Bread tastingThe wires have been, as you would expect, humming since the publication  of the FreeFrom Food Awards shortlist on Wednesday. A few disappointments that judges had not found favourite products quite as irresistible as hoped but  a great deal more joy as freefrom companies both new and old found that their products had indeed found favour!

‘I would just like to say a big ‘thank you’ for this great news. I had hoped that maybe we would receive one nomination but two – far better than I could have hoped!  Fantastic!’

‘Just wanted to say hurray – and many thanks for letting us know and everything. Really over the moon to be shortlisted again.’

‘Just seen the shortlist – the team are ecstatic!’

‘THANK YOU!!!!! So much!!! One year old and we are SO proud to have entered three sausages and got all three on the shortslist!
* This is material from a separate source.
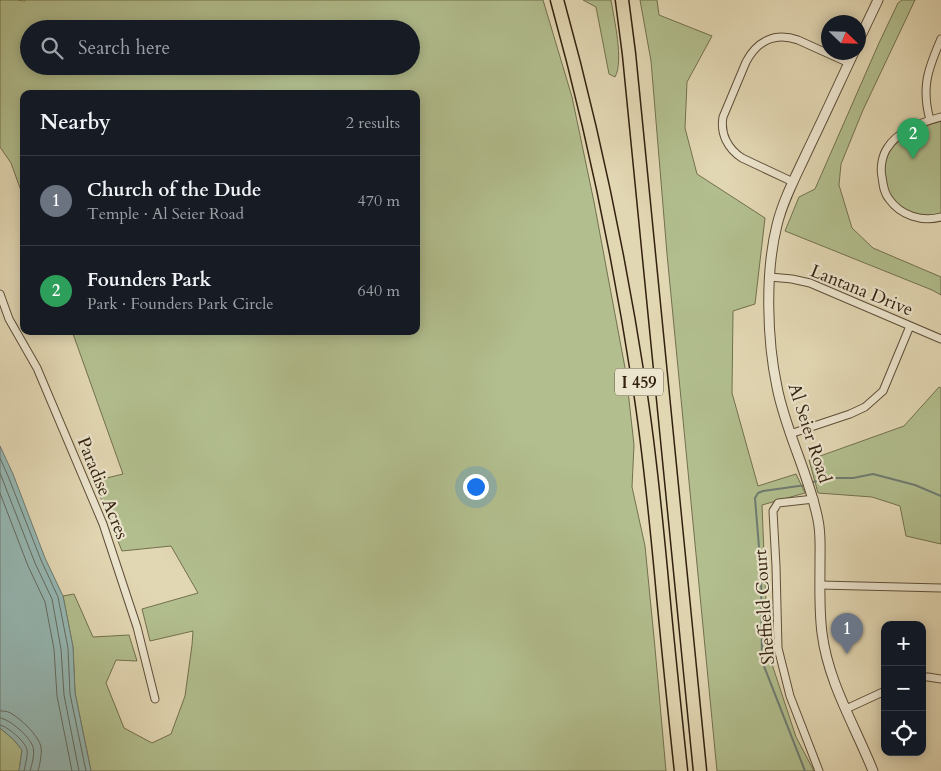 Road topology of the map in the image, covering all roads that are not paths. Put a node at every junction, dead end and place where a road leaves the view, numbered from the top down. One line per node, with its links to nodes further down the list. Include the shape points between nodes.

To be honest, we are quite overwhelmed! ‘

And there really was an amazing selection to choose from – the full list is to be found on the awards site here but here were just a few of the highlights that I picked out for the press release:

• Dell’Ugo fresh gluten-free Chickpea Fusilli (the first pulse-based pasta we have met)
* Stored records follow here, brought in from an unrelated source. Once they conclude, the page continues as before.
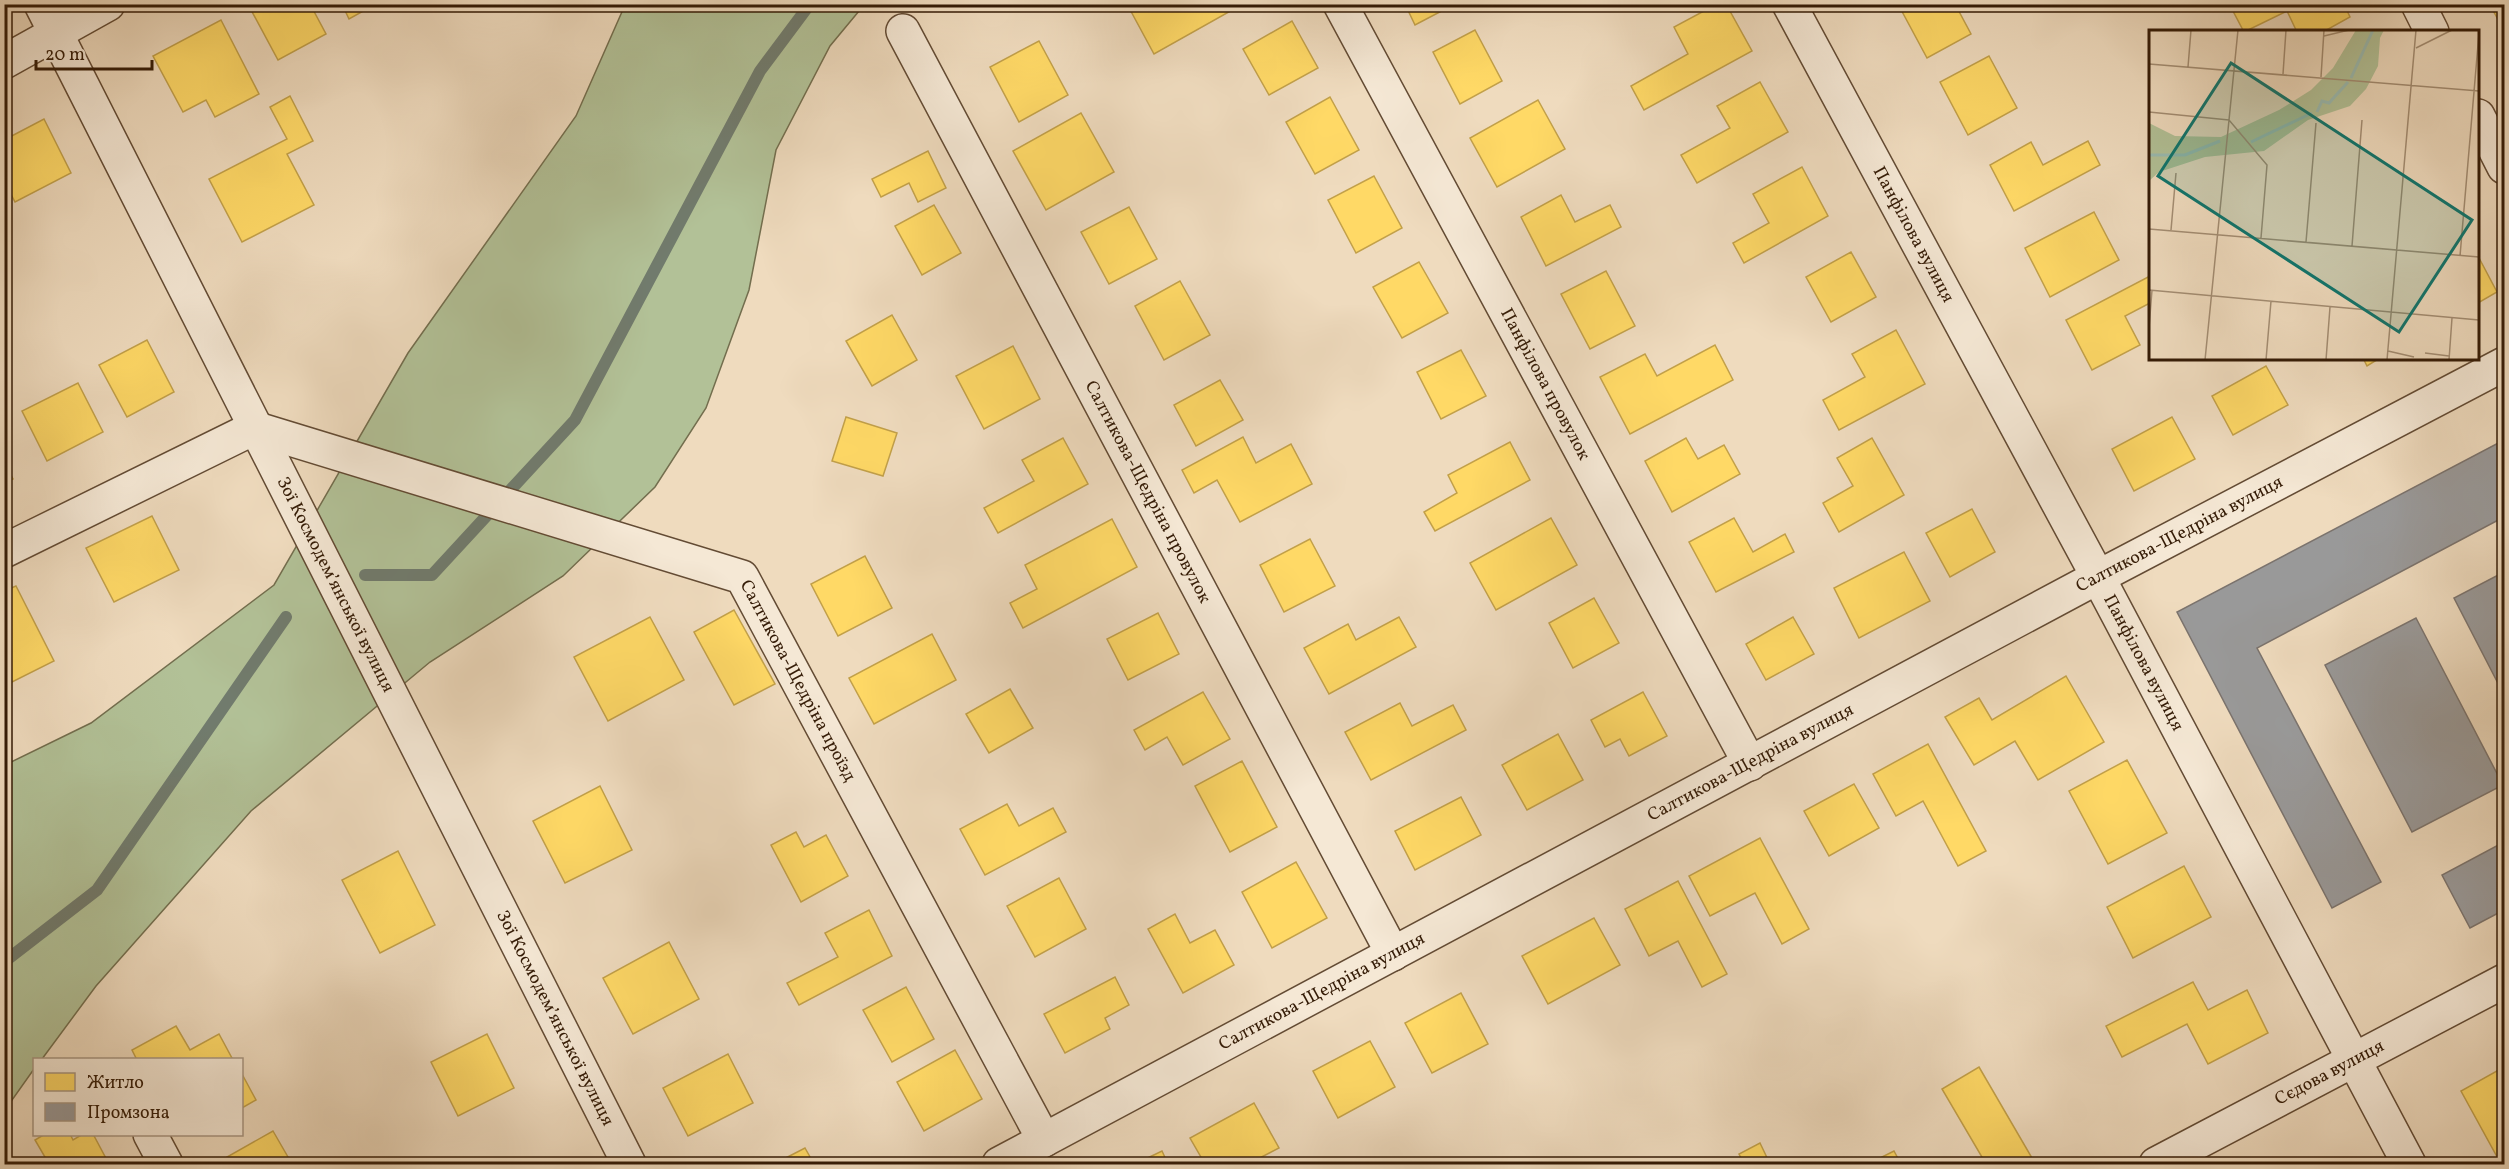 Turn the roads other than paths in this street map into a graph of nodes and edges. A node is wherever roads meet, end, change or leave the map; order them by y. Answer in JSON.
{"nodes":[{"id":1,"x":41,"y":4,"type":"edge"},
{"id":2,"x":108,"y":4,"type":"edge"},
{"id":3,"x":1340,"y":4,"type":"edge"},
{"id":4,"x":1789,"y":4,"type":"edge"},
{"id":5,"x":2418,"y":4,"type":"edge"},
{"id":6,"x":2431,"y":30,"type":"edge"},
{"id":7,"x":903,"y":31,"type":"dead end"},
{"id":8,"x":56,"y":33,"type":"junction"},
{"id":9,"x":4,"y":62,"type":"edge"},
{"id":10,"x":2479,"y":118,"type":"edge"},
{"id":11,"x":2505,"y":167,"type":"edge"},
{"id":12,"x":2505,"y":364,"type":"edge"},
{"id":13,"x":254,"y":428,"type":"junction"},
{"id":14,"x":4,"y":551,"type":"edge"},
{"id":15,"x":2098,"y":578,"type":"junction"},
{"id":16,"x":1750,"y":764,"type":"junction"},
{"id":17,"x":1393,"y":954,"type":"junction"},
{"id":18,"x":2505,"y":981,"type":"edge"},
{"id":19,"x":2354,"y":1060,"type":"junction"},
{"id":20,"x":151,"y":1136,"type":"edge"},
{"id":21,"x":1044,"y":1140,"type":"junction"},
{"id":22,"x":166,"y":1164,"type":"edge"},
{"id":23,"x":629,"y":1164,"type":"edge"},
{"id":24,"x":999,"y":1164,"type":"edge"},
{"id":25,"x":2156,"y":1164,"type":"edge"},
{"id":26,"x":2409,"y":1164,"type":"edge"}],
"edges":[{"from":1,"to":8,"type":"street","name":"Зої Космодем’янської вулиця"},
{"from":2,"to":8,"type":"street"},
{"from":3,"to":16,"type":"street","name":"Панфілова провулок"},
{"from":4,"to":15,"type":"street","name":"Панфілова вулиця"},
{"from":5,"to":6,"type":"street"},
{"from":7,"to":17,"type":"street","name":"Салтикова-Щедріна провулок"},
{"from":8,"to":9,"type":"street"},
{"from":8,"to":13,"type":"street","name":"Зої Космодем’янської вулиця"},
{"from":10,"to":11,"type":"street"},
{"from":12,"to":15,"type":"street","name":"Салтикова-Щедріна вулиця"},
{"from":13,"to":14,"type":"street"},
{"from":13,"to":21,"type":"street","name":"Салтикова-Щедріна проїзд"},
{"from":13,"to":23,"type":"street","name":"Зої Космодем’янської вулиця"},
{"from":15,"to":16,"type":"street","name":"Салтикова-Щедріна вулиця"},
{"from":15,"to":19,"type":"street","name":"Панфілова вулиця"},
{"from":16,"to":17,"type":"street","name":"Салтикова-Щедріна вулиця"},
{"from":17,"to":21,"type":"street","name":"Салтикова-Щедріна вулиця"},
{"from":18,"to":19,"type":"street","name":"Сєдова вулиця"},
{"from":19,"to":25,"type":"street","name":"Сєдова вулиця"},
{"from":19,"to":26,"type":"street","name":"Панфілова вулиця"},
{"from":20,"to":22,"type":"street"},
{"from":21,"to":24,"type":"street","name":"Салтикова-Щедріна вулиця"}]}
• La Zaragozana Ambar Green no-alcohol gluten-free beer  (the first no-alcohol gluten-free beer)

• Eskal Edible gluten-free Ice Cream Party Tubs

• Good Wine Online Sulphite-free wines  (one of the few sulphite-free wines – a growing area)

• Vivesoy Cappuccino/Soy Milk    (an interesting thing to do with soya milk)
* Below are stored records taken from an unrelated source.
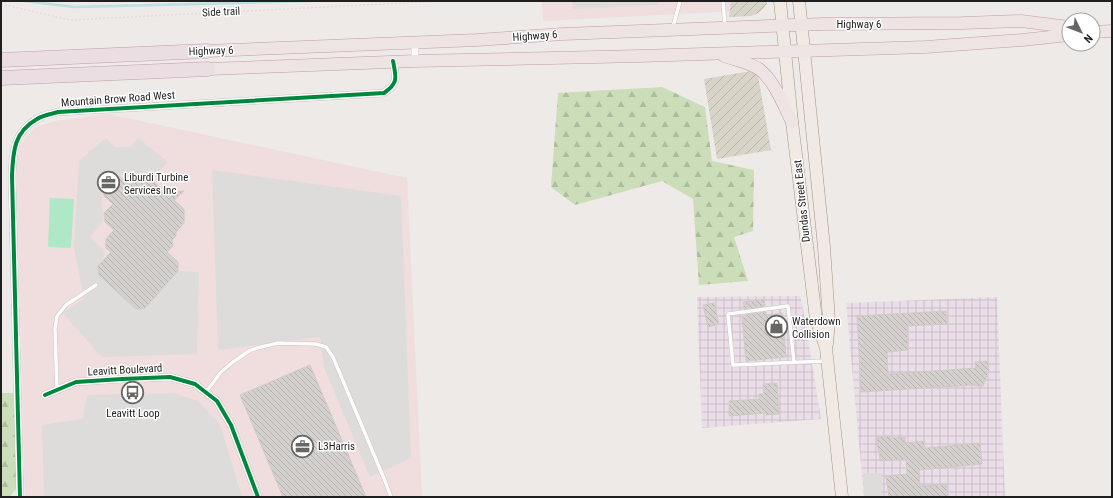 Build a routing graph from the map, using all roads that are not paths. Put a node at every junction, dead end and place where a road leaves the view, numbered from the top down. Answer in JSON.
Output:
{"nodes":[{"id":1,"x":680,"y":1,"type":"edge"},
{"id":2,"x":723,"y":1,"type":"edge"},
{"id":3,"x":780,"y":1,"type":"edge"},
{"id":4,"x":799,"y":1,"type":"edge"},
{"id":5,"x":801,"y":25,"type":"junction"},
{"id":6,"x":782,"y":26,"type":"junction"},
{"id":7,"x":1061,"y":26,"type":"edge"},
{"id":8,"x":726,"y":28,"type":"junction"},
{"id":9,"x":673,"y":30,"type":"junction"},
{"id":10,"x":1061,"y":36,"type":"edge"},
{"id":11,"x":414,"y":43,"type":"junction"},
{"id":12,"x":207,"y":51,"type":"joint"},
{"id":13,"x":785,"y":52,"type":"junction"},
{"id":14,"x":804,"y":52,"type":"junction"},
{"id":15,"x":718,"y":53,"type":"junction"},
{"id":16,"x":1,"y":60,"type":"edge"},
{"id":17,"x":393,"y":61,"type":"junction"},
{"id":18,"x":415,"y":61,"type":"junction"},
{"id":19,"x":208,"y":69,"type":"joint"},
{"id":20,"x":1,"y":78,"type":"edge"},
{"id":21,"x":792,"y":122,"type":"junction"},
{"id":22,"x":96,"y":286,"type":"dead end"},
{"id":23,"x":826,"y":348,"type":"junction"},
{"id":24,"x":828,"y":361,"type":"junction"},
{"id":25,"x":794,"y":362,"type":"junction"},
{"id":26,"x":57,"y":390,"type":"junction"},
{"id":27,"x":206,"y":392,"type":"junction"},
{"id":28,"x":45,"y":395,"type":"dead end"},
{"id":29,"x":20,"y":497,"type":"edge"},
{"id":30,"x":258,"y":497,"type":"edge"},
{"id":31,"x":390,"y":497,"type":"edge"},
{"id":32,"x":842,"y":497,"type":"edge"}],
"edges":[{"from":1,"to":9,"type":"lane"},
{"from":2,"to":8,"type":"lane"},
{"from":3,"to":6,"type":"main road","name":"Dundas Street East"},
{"from":4,"to":5,"type":"main road","name":"Dundas Street East"},
{"from":5,"to":6,"type":"highway","name":"Highway 6"},
{"from":5,"to":7,"type":"highway","name":"Highway 6"},
{"from":5,"to":14,"type":"main road","name":"Dundas Street East"},
{"from":6,"to":8,"type":"highway","name":"Highway 6"},
{"from":6,"to":13,"type":"main road","name":"Dundas Street East"},
{"from":8,"to":9,"type":"highway","name":"Highway 6"},
{"from":9,"to":11,"type":"highway","name":"Highway 6"},
{"from":10,"to":14,"type":"highway","name":"Highway 6"},
{"from":11,"to":12,"type":"highway","name":"Highway 6"},
{"from":11,"to":18,"type":"street"},
{"from":12,"to":16,"type":"highway","name":"Highway 6"},
{"from":13,"to":14,"type":"highway","name":"Highway 6"},
{"from":13,"to":15,"type":"highway","name":"Highway 6"},
{"from":13,"to":21,"type":"main road","name":"Dundas Street East"},
{"from":14,"to":23,"type":"main road","name":"Dundas Street East"},
{"from":15,"to":18,"type":"highway","name":"Highway 6"},
{"from":15,"to":21,"type":"highway"},
{"from":17,"to":18,"type":"highway","name":"Highway 6"},
{"from":17,"to":19,"type":"highway","name":"Highway 6"},
{"from":17,"to":29,"type":"street","name":"Mountain Brow Road West"},
{"from":19,"to":20,"type":"highway","name":"Highway 6"},
{"from":21,"to":23,"type":"main road","name":"Dundas Street East"},
{"from":22,"to":26,"type":"lane"},
{"from":23,"to":24,"type":"main road","name":"Dundas Street East"},
{"from":24,"to":25,"type":"lane"},
{"from":24,"to":32,"type":"main road","name":"Dundas Street East"},
{"from":25,"to":25,"type":"lane"},
{"from":26,"to":27,"type":"street","name":"Leavitt Boulevard"},
{"from":26,"to":28,"type":"street","name":"Leavitt Boulevard"},
{"from":27,"to":30,"type":"street","name":"Leavitt Boulevard"},
{"from":27,"to":31,"type":"lane"}]}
• Raw Ecstasy Activated Walnuts – dairy-free, gluten-free raw chocolate

• Eat Water gluten, dairy and calorie free Slim Pasta – Spaghetti     (amazing product made from a plant fibre)

• Freedom Deli gluten-free Tuna Melt Panini  (first gluten free panini we have met)

• Sweetcheeks gluten and dairy-free Pistachio & Lemon Zest Loaf

• Afia’s Gluten-free Spicy Mix Vegetable Samosa    (first gluten-free samosa we have met)

• Cornito Sea Waves gluten-free corn and potato pasta    (unusual and pretty shape and unusual ingredient combination)

• Clearspring Sweet Grains Dessert Amazake   (very classic Japanese dessert product – just rice….. but massively free from and healthy)

And now we are on to organising the party which will take place on the 16th April with our patron,  Antony Worrall Thompson, presenting the prizes as usual. We already have prospective guests queuing at the door (well, queuing for tickets anyhow) so we anticipate a good turnout!! More anon….

Meanwhile, if you would like to know more about our new Childrens’ food category – read Christine Bailey’s account of the kids’ judging session (for kids, by kids…) – and if you are interested in how those gluten-free beers are coming along, check out Sue Cane’s report on the beer judging session.

Children's judging session

 

Allergen-free skiing in the French Alps

Mount CheryThose of you who follow our FreeFromRecipesMatter site will know that, before Christmas Chef Kat at the Alikats Chalet in Morzine was our guest chef and provided us with the  recipes for some of the seriously yummy ‘freefrom’ dishes that she serves to guests.  Well, Ruth Holroyd (aka What Allergy?), one of the most allergic people I know, has just come back from a week from a week’s skiing at the Alikats chalet – and she has nothing but praise for Chef Kat’s care and for her cooking. I quote:

‘ Kat and Al were fantastic…  The chalet is perfect, spacious, comfortable and the other staff were all really good fun.  There were about 20 others there and we made some good friends too. 

Kat managed amazingly, especially since my allergies have taken a strange turn lately. There are a few herbs I’m keeping an eye on and I have developed a Soya allergy. I do eat things with soya flour and soya lecithin in them – it does helps immensely being able to eat soya.  So I never thought I had a real problem with it. 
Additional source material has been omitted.